Sainsbury's like-for-like sales down 1.1% in King's last quarter
Sainsburys has reported a second consecutive quarterly sales decline after previously enjoying nine years of unbroken growth.
In the 12 weeks to 7 June 2014, like-for-like retail sales edged down 1.1% excluding fuel compared to a year earlier. Total retail sales excluding fuel rose by 1%.
Chief executive Justin King, who is stepping down next month after ten years, said Sainsbury’s was continuing to invest in reducing prices, improving quality, and increasing the value of its offer.
He added: “Lower food price inflation and reduced fuel prices are a welcome respite to customers' finances but they continue to spend cautiously, leading to industry growth in the quarter being the slowest in a decade.”
Last month Sainsbury’s reported a 16.3% rise in its annual pre-tax profits although it warned that conditions in the food retail sector were likely to remain "challenging" as it faces increasing competition from discounters.
Sainsbury’s said its general merchandise and clothing business continued to perform well in the quarter helped by double-digit sales growth in clothing.
Online grocery sales grew by over 10% following the roll-out of new web and mobile platforms.
Convenience sales increased by over 18% and during the quarter the retailer launched its 200th convenience store in London.
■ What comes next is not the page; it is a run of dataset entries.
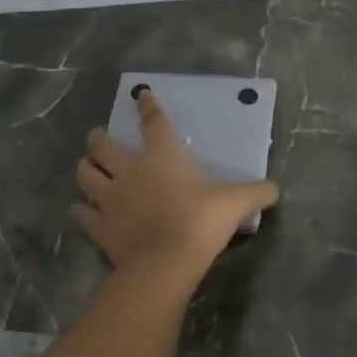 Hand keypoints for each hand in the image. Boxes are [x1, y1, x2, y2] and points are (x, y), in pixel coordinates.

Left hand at [73, 88, 279, 270]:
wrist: (166, 262)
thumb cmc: (201, 222)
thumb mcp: (236, 203)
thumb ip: (257, 192)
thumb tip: (276, 188)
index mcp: (163, 157)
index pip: (153, 123)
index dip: (147, 106)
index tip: (141, 95)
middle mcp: (130, 170)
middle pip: (103, 146)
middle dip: (98, 138)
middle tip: (98, 137)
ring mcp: (110, 199)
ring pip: (84, 175)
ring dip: (84, 169)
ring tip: (87, 169)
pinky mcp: (99, 227)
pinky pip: (82, 214)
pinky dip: (80, 210)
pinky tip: (81, 210) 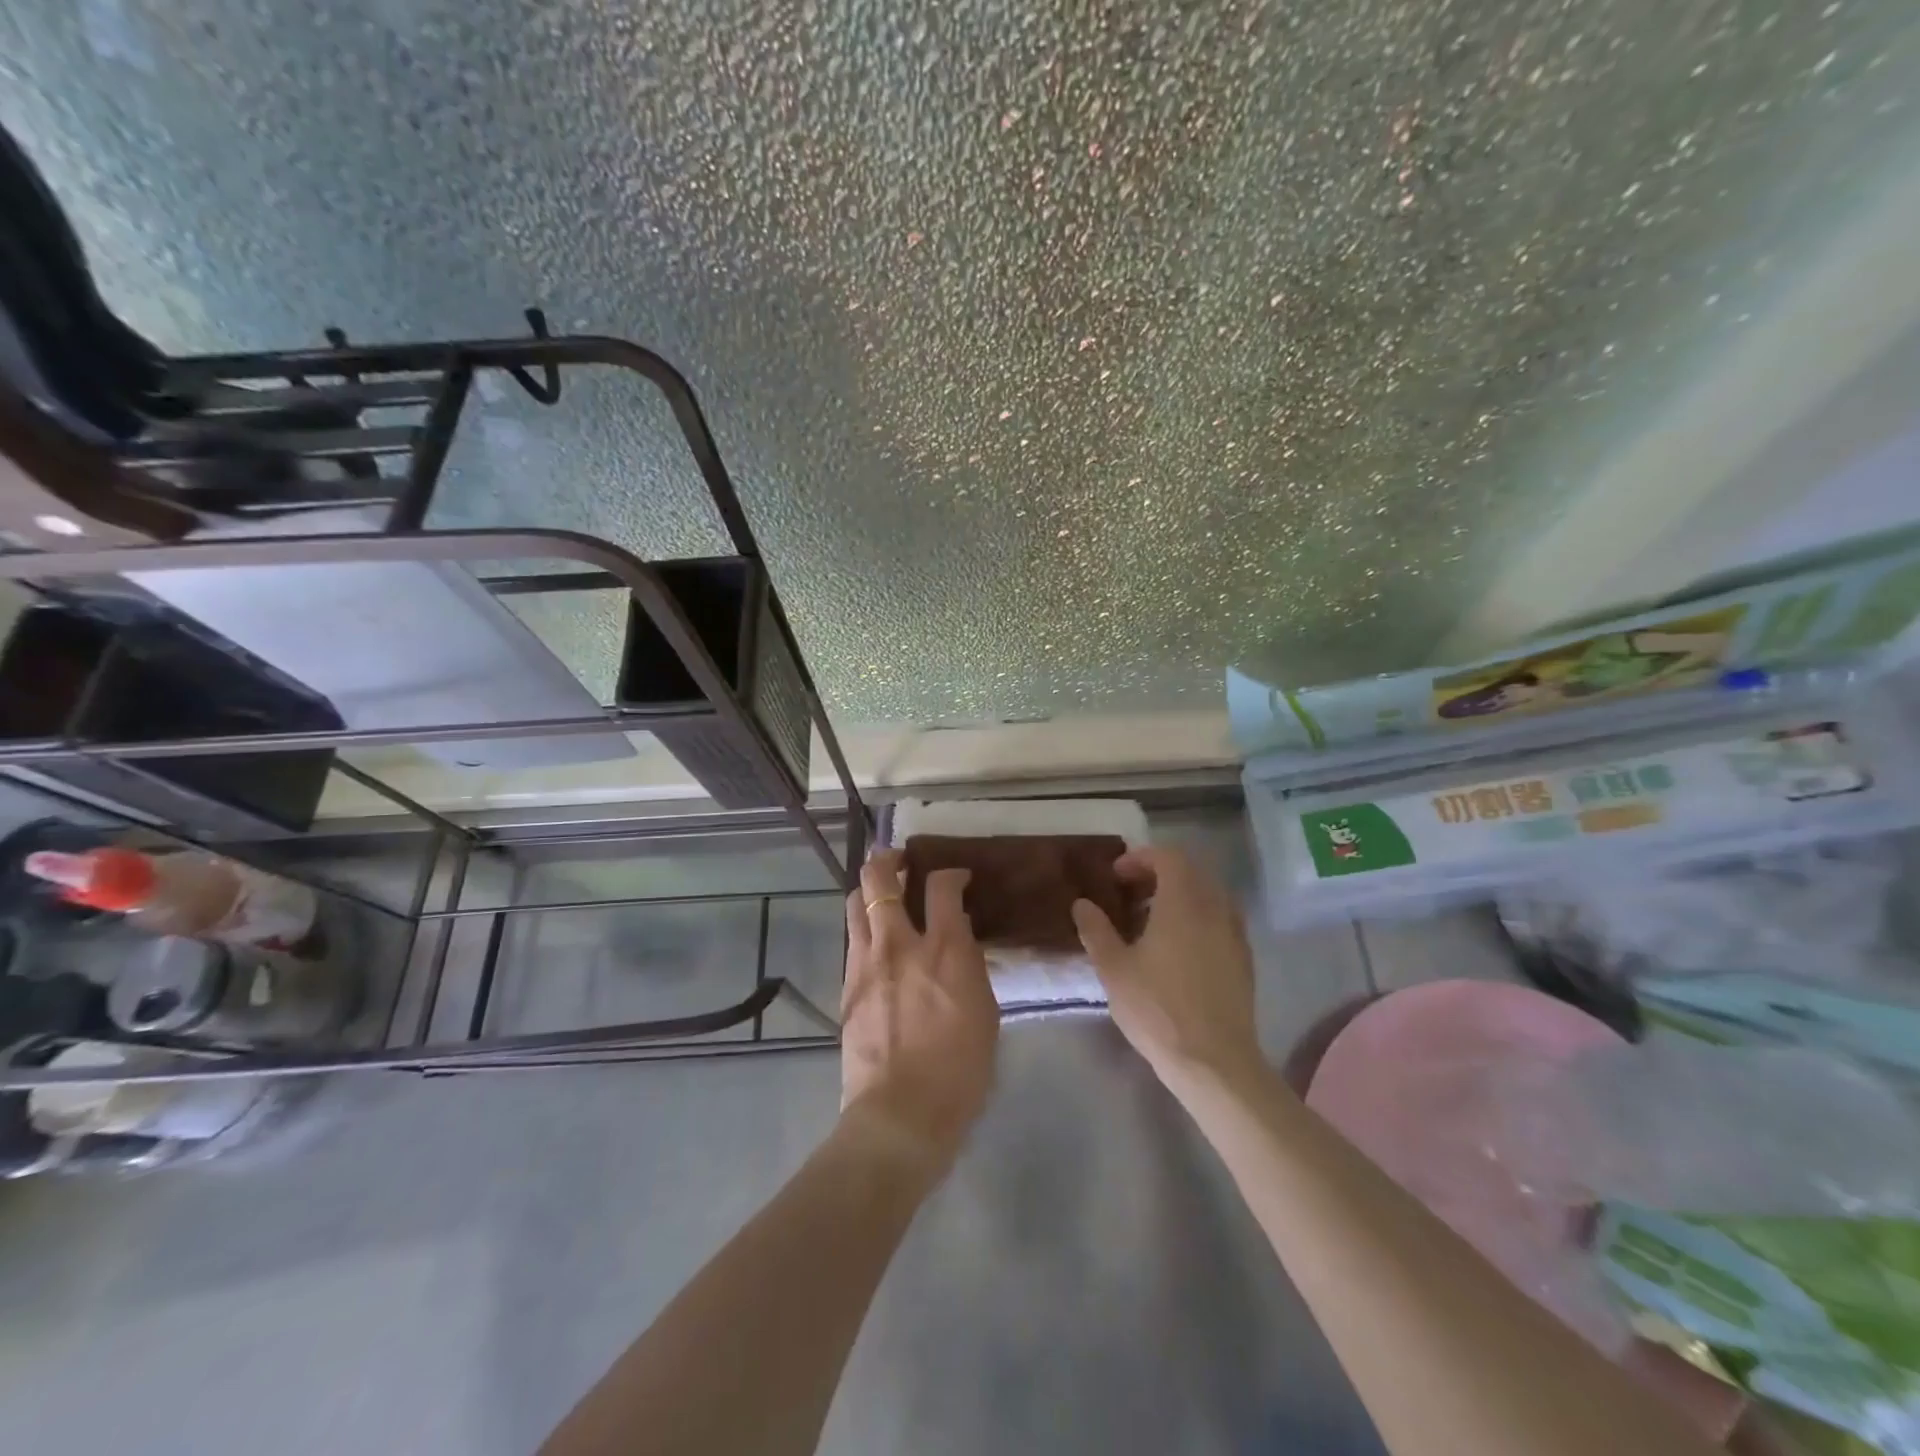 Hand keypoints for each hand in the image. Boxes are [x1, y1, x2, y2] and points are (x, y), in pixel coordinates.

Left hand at [838, 851, 999, 1174]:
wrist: (900, 1115)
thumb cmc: (960, 1071)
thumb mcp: (985, 1012)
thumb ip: (969, 964)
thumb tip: (958, 936)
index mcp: (945, 950)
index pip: (941, 885)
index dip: (950, 872)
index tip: (956, 878)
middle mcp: (900, 944)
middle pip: (880, 877)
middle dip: (889, 859)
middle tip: (902, 863)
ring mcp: (866, 962)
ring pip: (856, 901)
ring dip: (869, 888)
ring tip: (884, 894)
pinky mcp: (847, 984)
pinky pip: (852, 938)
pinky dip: (864, 926)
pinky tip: (877, 941)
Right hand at [1070, 847, 1262, 1089]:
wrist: (1214, 1063)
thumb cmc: (1158, 1009)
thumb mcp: (1114, 969)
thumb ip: (1096, 930)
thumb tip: (1082, 904)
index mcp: (1183, 902)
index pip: (1168, 857)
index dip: (1140, 859)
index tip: (1116, 876)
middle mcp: (1215, 908)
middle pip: (1190, 872)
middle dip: (1158, 874)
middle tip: (1130, 894)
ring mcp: (1234, 934)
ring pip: (1208, 895)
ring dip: (1179, 896)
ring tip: (1151, 921)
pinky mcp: (1244, 959)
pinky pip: (1220, 920)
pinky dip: (1197, 918)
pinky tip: (1177, 949) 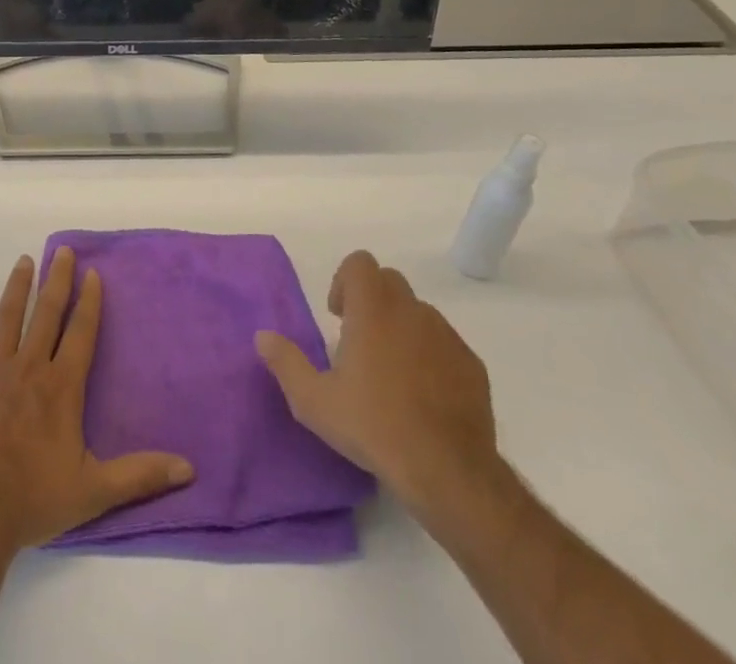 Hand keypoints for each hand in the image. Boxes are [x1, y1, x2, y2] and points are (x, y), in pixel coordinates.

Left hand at [0, 249, 194, 570]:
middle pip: (46, 315)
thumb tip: (187, 468)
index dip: (89, 302)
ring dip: (17, 289)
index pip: (80, 333)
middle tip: (62, 251)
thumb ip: (140, 475)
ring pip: (8, 320)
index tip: (92, 272)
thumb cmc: (33, 502)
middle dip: (56, 280)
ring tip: (23, 261)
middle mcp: (28, 369)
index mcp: (61, 387)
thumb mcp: (94, 491)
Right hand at [255, 251, 502, 530]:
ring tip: (390, 374)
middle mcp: (411, 311)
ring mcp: (446, 336)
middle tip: (358, 342)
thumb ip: (286, 363)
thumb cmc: (374, 427)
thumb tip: (263, 336)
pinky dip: (430, 356)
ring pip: (418, 313)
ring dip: (401, 328)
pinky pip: (444, 345)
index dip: (344, 281)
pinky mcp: (472, 365)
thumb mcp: (314, 402)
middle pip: (389, 282)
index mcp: (373, 309)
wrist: (449, 472)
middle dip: (371, 301)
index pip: (360, 263)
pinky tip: (422, 397)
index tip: (338, 317) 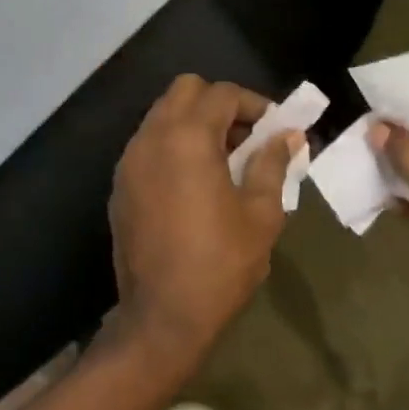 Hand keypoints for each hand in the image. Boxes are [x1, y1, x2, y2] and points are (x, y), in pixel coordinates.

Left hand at [106, 75, 299, 371]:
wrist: (160, 318)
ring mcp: (130, 160)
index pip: (223, 94)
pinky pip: (149, 143)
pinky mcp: (120, 185)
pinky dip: (173, 145)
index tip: (274, 129)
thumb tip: (288, 136)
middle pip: (185, 90)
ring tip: (223, 160)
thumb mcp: (261, 215)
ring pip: (163, 114)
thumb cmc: (220, 264)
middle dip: (219, 104)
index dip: (254, 104)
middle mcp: (152, 137)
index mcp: (188, 138)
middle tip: (245, 138)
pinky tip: (193, 182)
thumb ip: (272, 164)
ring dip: (194, 123) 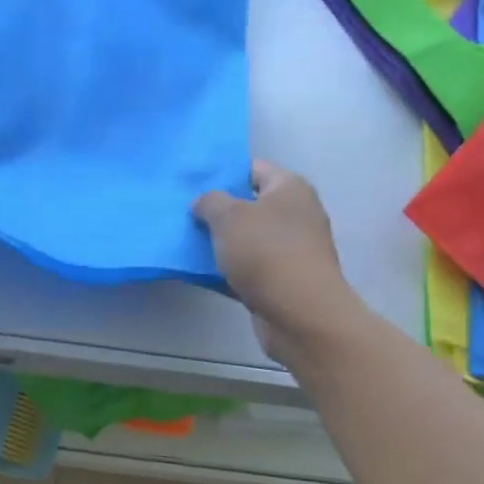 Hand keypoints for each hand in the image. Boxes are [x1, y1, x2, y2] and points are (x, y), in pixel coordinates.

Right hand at [194, 161, 364, 363]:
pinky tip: (199, 272)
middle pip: (249, 205)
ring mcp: (292, 249)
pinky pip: (248, 268)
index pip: (253, 168)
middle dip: (218, 210)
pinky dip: (227, 270)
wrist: (300, 315)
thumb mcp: (229, 217)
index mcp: (289, 188)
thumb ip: (210, 202)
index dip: (223, 172)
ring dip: (220, 242)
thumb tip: (204, 203)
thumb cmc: (266, 253)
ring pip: (247, 239)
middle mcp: (296, 214)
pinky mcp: (283, 280)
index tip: (192, 183)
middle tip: (183, 213)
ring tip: (185, 241) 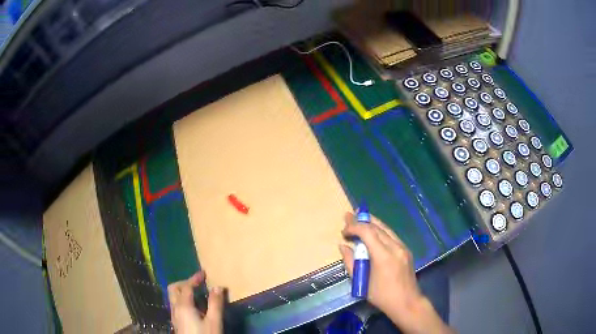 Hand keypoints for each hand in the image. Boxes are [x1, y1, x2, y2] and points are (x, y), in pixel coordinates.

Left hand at [168, 271, 223, 333]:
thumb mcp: (214, 321)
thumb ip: (215, 303)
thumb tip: (217, 287)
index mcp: (183, 306)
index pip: (186, 287)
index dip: (195, 278)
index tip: (204, 274)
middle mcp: (175, 308)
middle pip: (174, 289)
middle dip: (184, 283)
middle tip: (198, 284)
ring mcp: (174, 315)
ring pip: (173, 297)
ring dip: (183, 291)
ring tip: (198, 295)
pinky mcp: (176, 322)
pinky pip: (176, 305)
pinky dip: (183, 300)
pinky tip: (195, 308)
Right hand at [339, 213, 453, 333]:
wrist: (407, 302)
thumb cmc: (382, 296)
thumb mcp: (361, 282)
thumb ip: (350, 262)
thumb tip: (343, 246)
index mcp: (383, 255)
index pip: (367, 232)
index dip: (354, 227)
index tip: (343, 230)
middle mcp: (395, 247)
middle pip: (377, 227)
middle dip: (361, 221)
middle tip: (348, 216)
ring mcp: (403, 247)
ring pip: (386, 229)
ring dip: (372, 223)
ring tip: (359, 217)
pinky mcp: (406, 250)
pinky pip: (392, 235)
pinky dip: (380, 231)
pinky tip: (373, 232) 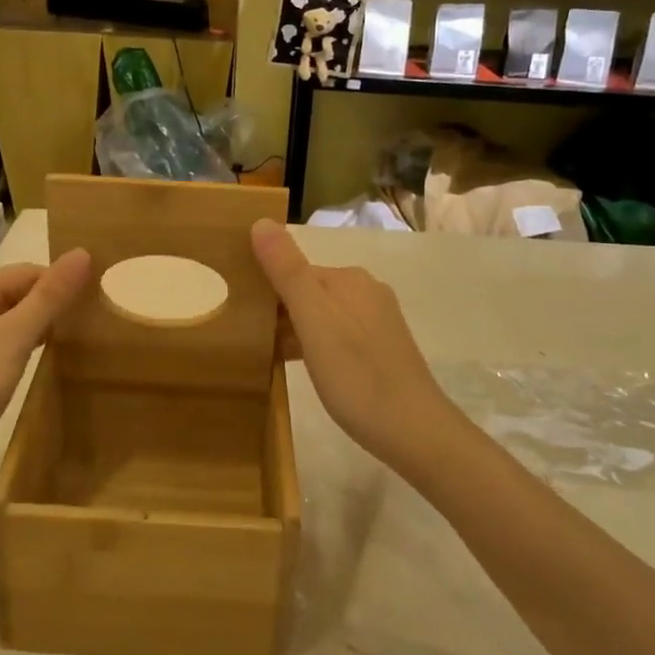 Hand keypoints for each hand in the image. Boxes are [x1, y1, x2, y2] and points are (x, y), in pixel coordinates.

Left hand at [0, 251, 92, 491]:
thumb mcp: (13, 340)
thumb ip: (49, 297)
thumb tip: (83, 251)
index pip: (27, 272)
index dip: (61, 287)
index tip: (94, 310)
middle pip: (14, 292)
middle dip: (48, 308)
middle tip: (85, 331)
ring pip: (3, 318)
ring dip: (33, 328)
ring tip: (66, 347)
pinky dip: (14, 347)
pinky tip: (30, 365)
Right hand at [251, 219, 459, 475]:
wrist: (415, 432)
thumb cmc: (356, 375)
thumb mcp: (313, 321)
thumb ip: (287, 271)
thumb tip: (260, 221)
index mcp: (349, 279)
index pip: (294, 270)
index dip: (265, 288)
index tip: (239, 315)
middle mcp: (367, 290)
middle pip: (308, 290)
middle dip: (279, 309)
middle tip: (248, 339)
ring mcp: (378, 320)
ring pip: (323, 314)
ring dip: (295, 329)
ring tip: (267, 355)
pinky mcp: (383, 348)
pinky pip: (337, 334)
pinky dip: (315, 345)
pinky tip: (302, 367) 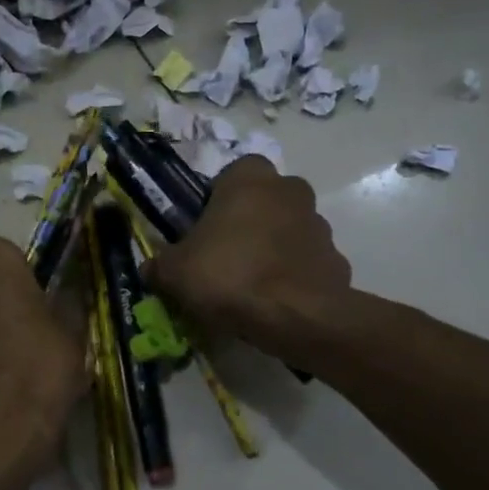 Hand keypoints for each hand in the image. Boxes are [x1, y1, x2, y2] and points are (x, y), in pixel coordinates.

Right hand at [143, 157, 350, 359]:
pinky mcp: (337, 260)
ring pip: (290, 229)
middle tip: (227, 255)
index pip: (234, 172)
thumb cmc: (229, 276)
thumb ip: (160, 264)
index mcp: (250, 179)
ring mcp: (320, 225)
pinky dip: (295, 276)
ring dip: (274, 247)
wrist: (296, 317)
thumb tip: (151, 268)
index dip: (219, 197)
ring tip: (252, 284)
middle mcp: (291, 191)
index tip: (206, 227)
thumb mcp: (175, 272)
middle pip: (266, 199)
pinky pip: (308, 262)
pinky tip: (277, 302)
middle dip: (251, 220) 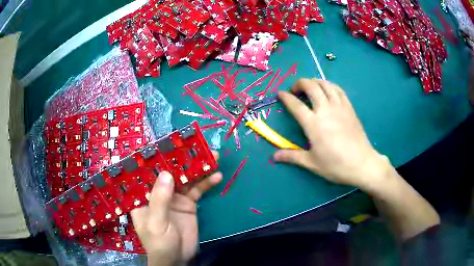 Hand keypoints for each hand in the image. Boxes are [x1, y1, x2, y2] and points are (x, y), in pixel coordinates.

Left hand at [131, 151, 221, 265]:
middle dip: (182, 159)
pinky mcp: (188, 204)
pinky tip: (217, 176)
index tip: (168, 144)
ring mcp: (175, 197)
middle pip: (169, 172)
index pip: (147, 173)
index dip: (156, 158)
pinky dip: (207, 183)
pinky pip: (198, 190)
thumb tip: (166, 173)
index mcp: (144, 196)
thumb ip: (159, 200)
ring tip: (212, 156)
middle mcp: (158, 193)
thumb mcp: (156, 223)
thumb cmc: (159, 243)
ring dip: (198, 168)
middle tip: (196, 146)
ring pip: (185, 178)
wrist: (178, 259)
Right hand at [274, 78, 388, 189]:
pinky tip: (327, 90)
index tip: (280, 93)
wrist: (362, 164)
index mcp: (313, 124)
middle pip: (310, 86)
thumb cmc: (336, 165)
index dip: (285, 97)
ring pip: (325, 84)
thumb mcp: (312, 163)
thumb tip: (274, 157)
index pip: (295, 105)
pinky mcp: (349, 107)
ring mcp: (339, 107)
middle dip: (299, 83)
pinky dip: (330, 85)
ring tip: (310, 88)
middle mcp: (325, 110)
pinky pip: (338, 89)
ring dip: (314, 82)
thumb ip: (292, 156)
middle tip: (295, 90) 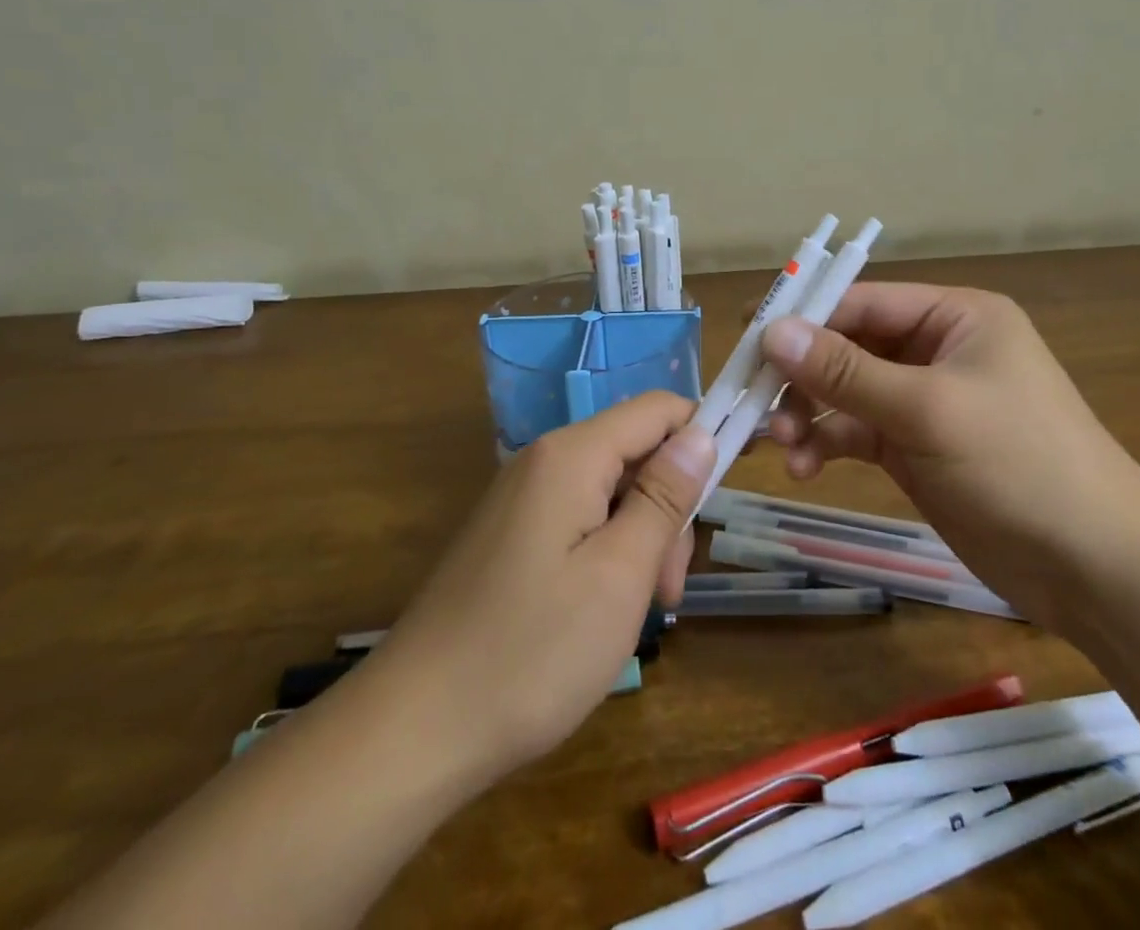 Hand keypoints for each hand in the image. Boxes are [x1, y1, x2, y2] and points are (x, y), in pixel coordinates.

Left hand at [364, 392, 714, 785]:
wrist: (413, 730)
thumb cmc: (532, 652)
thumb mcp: (619, 574)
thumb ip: (664, 497)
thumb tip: (701, 434)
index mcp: (571, 455)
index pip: (658, 409)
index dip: (702, 436)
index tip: (726, 496)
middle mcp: (543, 460)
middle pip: (634, 452)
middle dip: (667, 508)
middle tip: (669, 588)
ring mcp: (522, 498)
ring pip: (610, 491)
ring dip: (640, 538)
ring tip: (637, 612)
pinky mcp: (510, 534)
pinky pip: (579, 518)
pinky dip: (606, 553)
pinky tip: (600, 610)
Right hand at [760, 284, 1139, 627]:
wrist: (1097, 568)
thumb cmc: (1019, 464)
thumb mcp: (928, 410)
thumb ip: (846, 372)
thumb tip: (772, 331)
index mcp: (954, 317)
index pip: (862, 301)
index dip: (804, 315)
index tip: (746, 335)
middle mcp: (937, 349)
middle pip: (849, 346)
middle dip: (802, 374)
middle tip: (752, 397)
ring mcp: (925, 401)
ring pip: (846, 392)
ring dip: (808, 413)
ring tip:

Sainsbury’s opened 27 new convenience stores and refurbished a further 12 outlets in the period as part of plans to deliver around two new convenience stores per week and 750,000 square feet of new space this year.
King added: “We expect customer spending to remain cautious and we will continue to invest to keep our offer competitive to help customers balance their household budget. We remain confident that our clear strategy and differentiated offer will allow us to continue to outperform our supermarket peers through the remainder of the year."